The holiday season is upon us, and the biggest days for retailers to make their 2016 plan commitments is coming. The popularity of online shopping always seems to claim a few retailers every year who did not plan capacity accordingly. We’ve seen both Black Friday and Cyber Monday shut down websites in the past, and even though elastic computing has grown in popularity, we can expect one or two that under planned their capacity for this year.

my bank sucks, by B Rosen

my bank sucks, by B Rosen

But this post is not about poor IT capacity planning—it’s about the latest string of Distributed Denial of Service (DDoS) attacks that has claimed a number of prominent web properties over the last month. Internet of Things (IoT) devices, when improperly designed, can be leveraged to create armies of Internet bots that can flood sites with traffic on demand. Marai is the latest botnet that threatens to take down any network due to the sheer volume of traffic it generates. From Krebs to Netflix, this new botnet is getting lots of publicity after its creators released the source code in late September, allowing anyone to modify, improve, and deploy its code for good and evil. I’d imagine the controller of such a botnet could inflict quite a bit of real economic damage to a retailer depending on its networks for every day retail operations.

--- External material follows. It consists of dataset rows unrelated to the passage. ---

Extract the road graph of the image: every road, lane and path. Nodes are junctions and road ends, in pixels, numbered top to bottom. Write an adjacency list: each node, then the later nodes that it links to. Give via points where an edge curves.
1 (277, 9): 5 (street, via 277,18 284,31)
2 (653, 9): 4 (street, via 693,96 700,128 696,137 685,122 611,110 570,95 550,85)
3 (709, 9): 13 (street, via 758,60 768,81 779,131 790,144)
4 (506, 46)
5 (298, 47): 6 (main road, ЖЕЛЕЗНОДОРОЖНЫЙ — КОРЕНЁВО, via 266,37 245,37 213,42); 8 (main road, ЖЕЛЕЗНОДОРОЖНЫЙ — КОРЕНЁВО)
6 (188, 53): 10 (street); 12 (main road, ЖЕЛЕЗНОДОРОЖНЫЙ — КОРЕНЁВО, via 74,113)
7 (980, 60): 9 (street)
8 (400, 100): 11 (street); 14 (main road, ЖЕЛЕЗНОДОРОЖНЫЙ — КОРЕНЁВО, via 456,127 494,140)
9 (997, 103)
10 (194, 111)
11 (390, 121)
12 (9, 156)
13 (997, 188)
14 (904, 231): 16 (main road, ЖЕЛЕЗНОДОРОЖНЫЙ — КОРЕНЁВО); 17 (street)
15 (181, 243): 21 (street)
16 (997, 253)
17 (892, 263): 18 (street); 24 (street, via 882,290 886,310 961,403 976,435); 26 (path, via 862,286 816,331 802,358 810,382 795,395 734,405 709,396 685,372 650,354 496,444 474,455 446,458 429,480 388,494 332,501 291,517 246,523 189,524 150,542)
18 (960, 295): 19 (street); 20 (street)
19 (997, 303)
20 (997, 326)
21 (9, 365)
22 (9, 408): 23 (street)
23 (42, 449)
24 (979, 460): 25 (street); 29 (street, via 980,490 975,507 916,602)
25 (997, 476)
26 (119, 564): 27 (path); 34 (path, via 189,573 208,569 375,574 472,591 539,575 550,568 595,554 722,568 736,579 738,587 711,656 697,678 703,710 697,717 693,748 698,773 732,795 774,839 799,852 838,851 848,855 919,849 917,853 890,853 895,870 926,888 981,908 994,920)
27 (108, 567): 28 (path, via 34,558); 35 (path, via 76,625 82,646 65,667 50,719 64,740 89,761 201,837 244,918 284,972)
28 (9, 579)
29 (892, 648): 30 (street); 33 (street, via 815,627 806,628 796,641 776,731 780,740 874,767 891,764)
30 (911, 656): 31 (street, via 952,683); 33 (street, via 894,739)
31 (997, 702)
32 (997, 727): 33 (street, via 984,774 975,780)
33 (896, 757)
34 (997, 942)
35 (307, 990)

Think for a second about your favorite (or perhaps least favorite) retailer and what the CIO is doing right now to prepare. His teams are finishing last minute infrastructure changes, applying patches, and completing any task needed to ensure that they can enter the freeze from a relatively defensible position and support the business throughout the holiday season. CIOs should also have a solid anti-DDoS vendor in place that could mitigate a large-scale DDoS attack from Marai to be launched from Nov 25-28 of this year.

Depending on who controls the majority of these vulnerable devices at that time, it’s not unreasonable to expect that the botnet could be directed towards both retail and financial services companies that fuel the global economy. If victims cannot successfully mitigate a DDoS attack of the scale we are now seeing, the lack of purchases could mean millions or even billions of dollars of lost opportunity for key retailers.

Perhaps this is the first time in our history where the threat of economic damage from thousands of smart toasters is real.